Write Off

Barnaby stood looking at the grey concrete of the train platform. It was two AM and the rain hammered on the cold metal of the ticket machine. He had been sleeping in his car for the past three weeks, evading the debt collectors, but the repo man had caught up with him four nights back. He had put up a struggle, but the car was gone with all his clothes and he had a black eye for his trouble. "Put that on your account…!" , the tow truck driver had yelled at him as his car was dragged away. He had the clothes he was standing up in. That was it.

His breath frosted out in front of his face as he ignored the cold and looked at the green and black screen affixed to the stop, telling the world that there was an express in two minutes and a local train that would stop at this station in five minutes. He stared at the slowly scrolling message, depressed at its mundaneness. He barely had found the price of a ticket. This was the circle route, and in just over two hours he could get off the train back here, but at least it would be two hours in the warm. He might even doze.

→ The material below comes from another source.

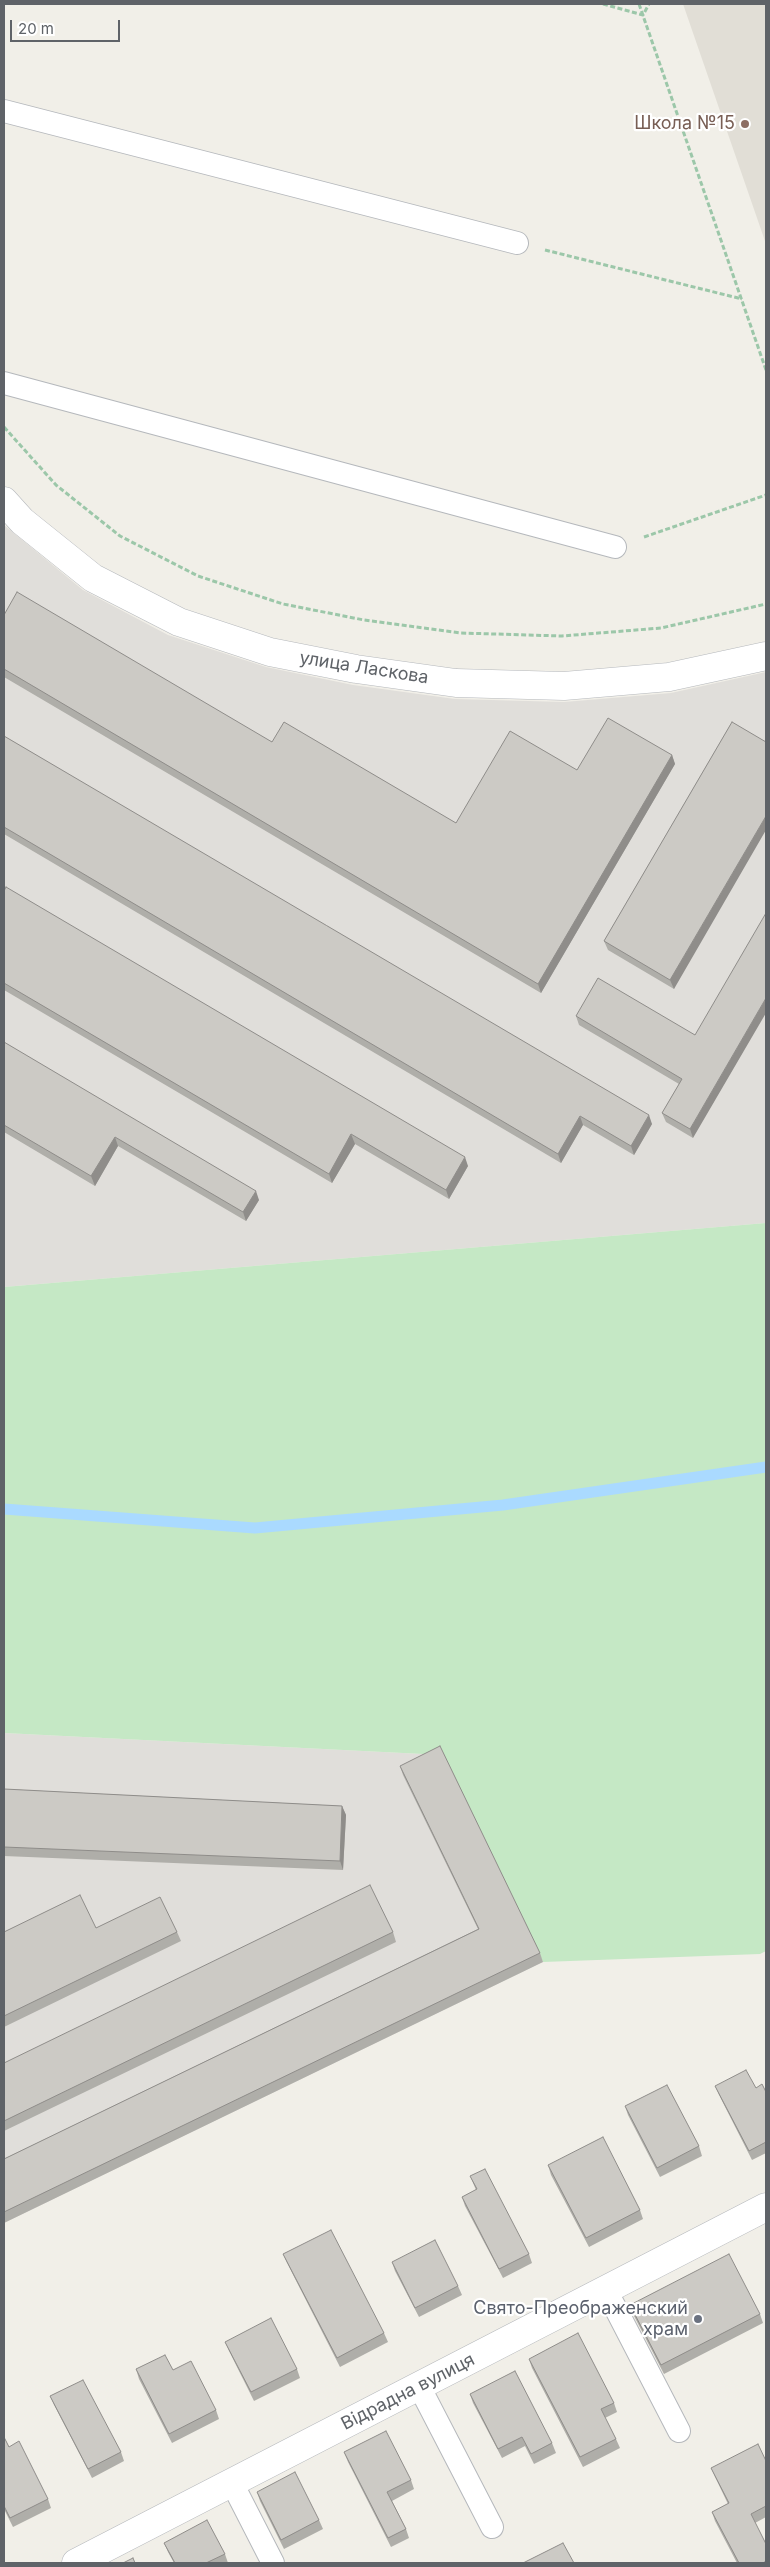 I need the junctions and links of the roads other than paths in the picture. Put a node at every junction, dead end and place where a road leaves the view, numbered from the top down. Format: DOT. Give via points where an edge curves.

He reached for his pocket where he kept his eternal companion, a paper-bag of boiled peppermints. A few shards fell out of the bag, he looked at them for a long time before eating up every last crumb. His stomach growled, and the pangs of hunger seemed to bite deeper. His hands shook. It wasn't fair he mused, as he tired to make the most of the tiny warmth of the piece of peppermint. He was a man of almost no vice, as blameless as could be. Yet now here he was, alive yet dead, his way of life stripped away till there was nothing left in the world to comfort him.

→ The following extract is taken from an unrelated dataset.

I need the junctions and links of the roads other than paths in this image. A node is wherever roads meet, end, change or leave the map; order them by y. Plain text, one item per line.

There wasn't the soft familiarity of a wife's voice, nor the cool heat of one of those white and green peppermints, his children were a distant memory and his friends faces blurred by the passage of time. He let out a short laugh, that sounded strangely loud in the still air. Friends, he didn't have many anymore, didn't really have any anymore. His mates from work had been up the creek when the factories closed- no help there, and when the collectors came he had asked for help from people he'd known for years, so called friends, they all turned him away bar but a few, and those asked him to leave a couple of days after he arrived.

He was still able to see his wife regularly then, but they'd had to split up, he'd taken the debt and she'd gone out to live with her mother and work as a teacher. Every day he'd tried to find work, sure that this would be the day that he would be able to ring his beloved from wherever he was staying and say 'I have a job, I can work off the debt' but every day he was given the run around and left like a rat in a maze. He wasn't lazy he knew he wasn't; Yet like some eternal torment he lived in a country so full of wealth without any of his own, seeing it both eternally distant and close, like the other side of a mirror.

Turning his head towards the sky he gazed up at the few twinkling lights that had trickled through the smog and refused to be doused by the ugly fluorescents lamps of the station platform. Lucky buggers, he thought bitterly, they don't need to worry about being laid off, having debt, eating or having a place to sleep; briefly he blithely wondered if there was a way to become a star and just sit up there, relaxed, with nothing left to do. He shook himself, chiding his imagination for illuminating the black well of his depression with that feeble ray of hope.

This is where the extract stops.